- Requirement: Where does the word "Format" appear in the data? Copy every line that holds it.

- Given records:
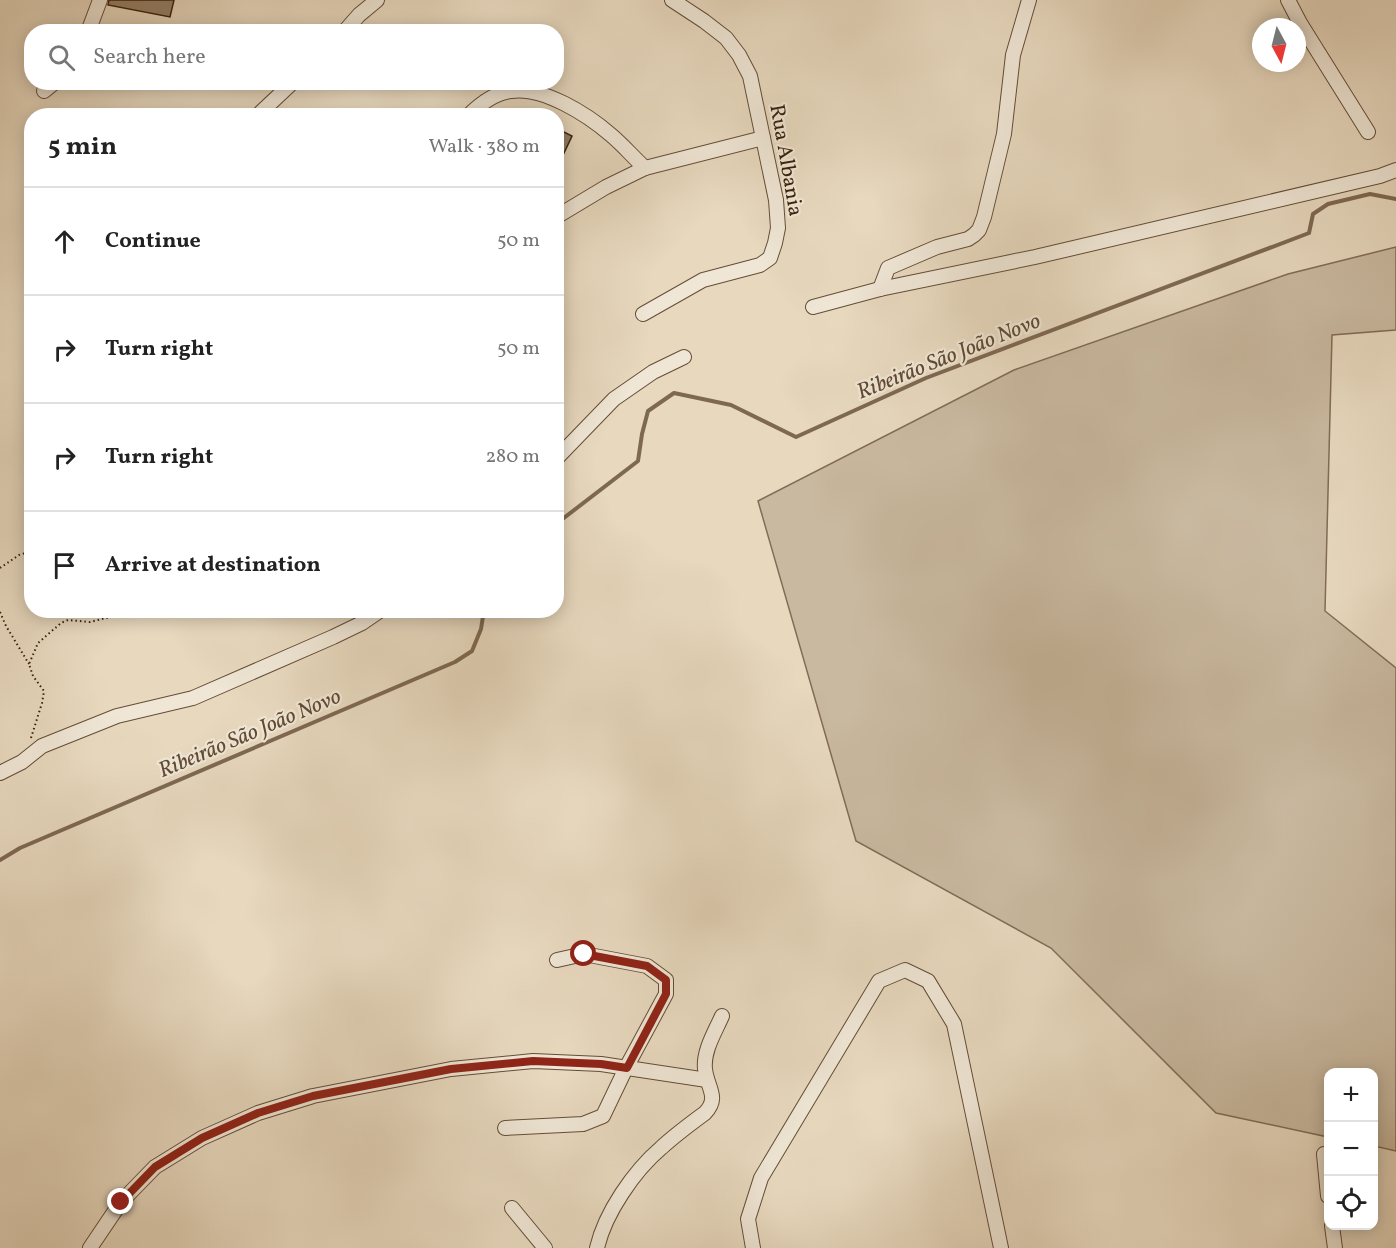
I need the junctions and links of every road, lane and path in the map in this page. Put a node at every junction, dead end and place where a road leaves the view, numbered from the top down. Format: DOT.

...

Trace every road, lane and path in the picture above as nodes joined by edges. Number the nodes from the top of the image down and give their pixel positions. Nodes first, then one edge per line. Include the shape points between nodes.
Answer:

* * *

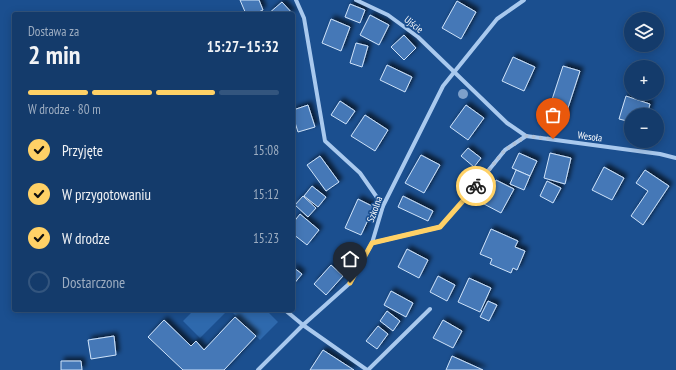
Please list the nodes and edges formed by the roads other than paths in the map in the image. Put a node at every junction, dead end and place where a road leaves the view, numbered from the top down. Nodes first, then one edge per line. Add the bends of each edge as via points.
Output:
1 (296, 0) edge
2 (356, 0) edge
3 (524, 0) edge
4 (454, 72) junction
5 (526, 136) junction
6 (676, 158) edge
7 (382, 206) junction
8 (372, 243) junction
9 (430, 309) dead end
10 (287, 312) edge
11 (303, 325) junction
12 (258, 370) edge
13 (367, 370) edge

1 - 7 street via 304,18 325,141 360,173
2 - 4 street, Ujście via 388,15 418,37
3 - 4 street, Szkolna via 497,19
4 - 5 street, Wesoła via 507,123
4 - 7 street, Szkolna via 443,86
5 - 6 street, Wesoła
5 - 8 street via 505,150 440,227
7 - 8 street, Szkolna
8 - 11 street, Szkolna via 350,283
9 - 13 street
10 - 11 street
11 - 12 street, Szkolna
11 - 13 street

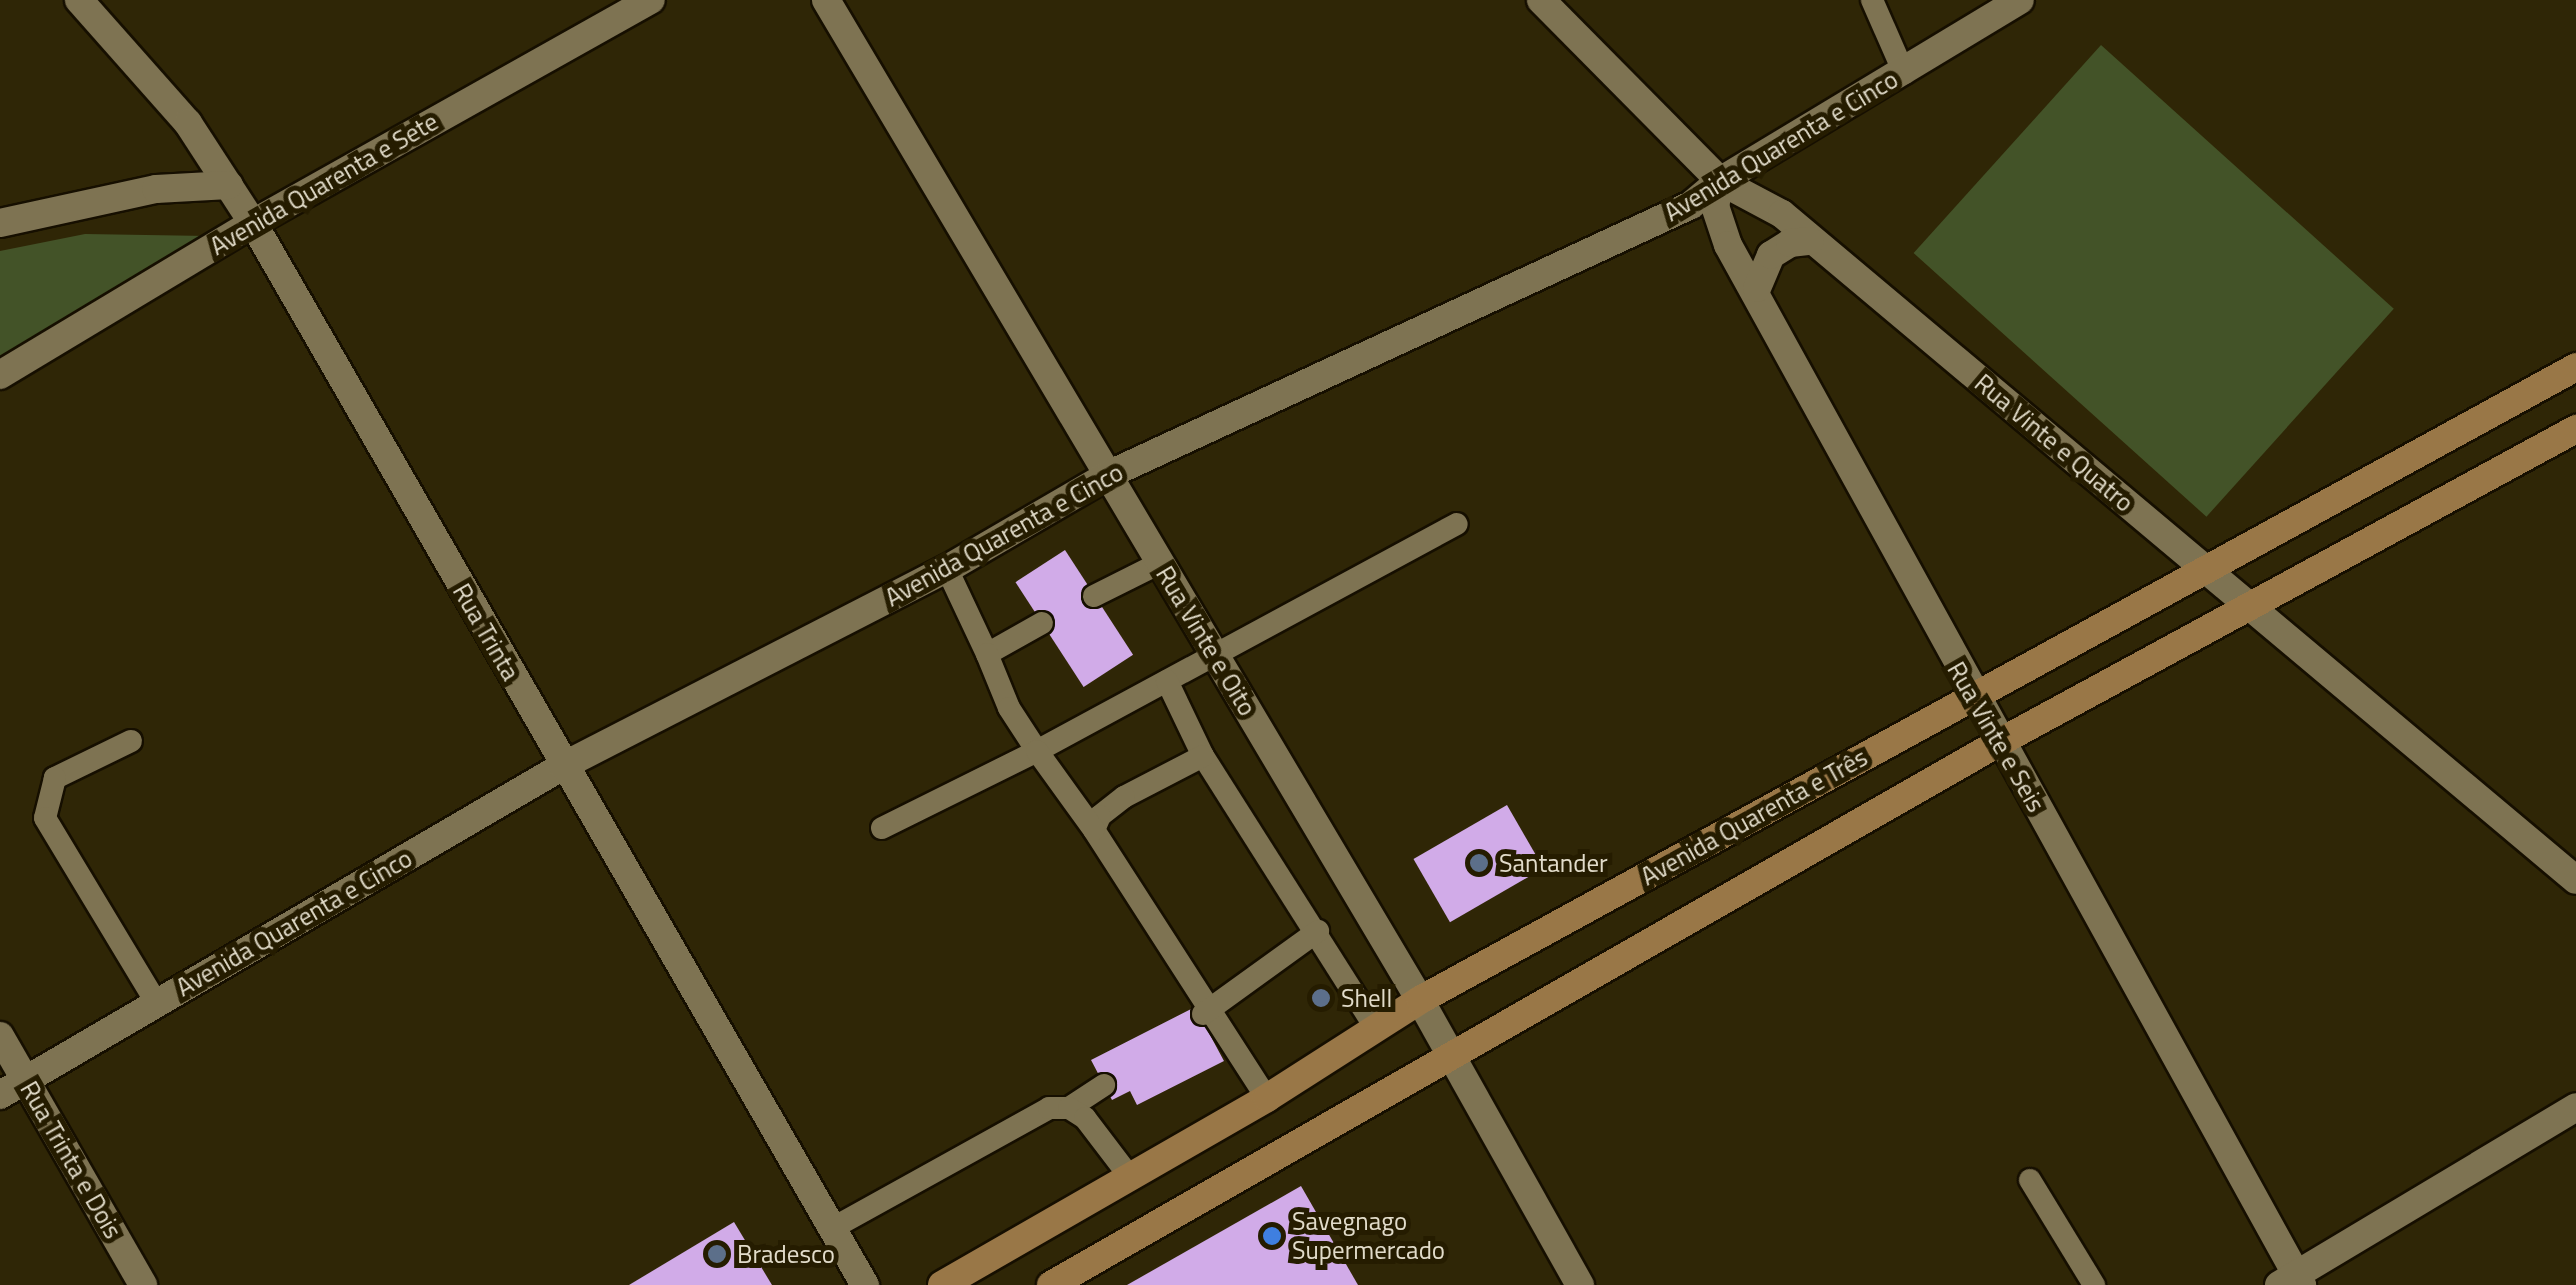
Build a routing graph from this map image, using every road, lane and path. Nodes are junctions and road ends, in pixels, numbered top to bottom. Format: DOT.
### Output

- Completed task:
I need the junctions and links of every road, lane and path in the map in this page. Put a node at every junction, dead end and place where a road leaves the view, numbered from the top down. Format: DOT.
Build a routing graph from this map image, using every road, lane and path. Nodes are junctions and road ends, in pixels, numbered top to bottom. Format: DOT.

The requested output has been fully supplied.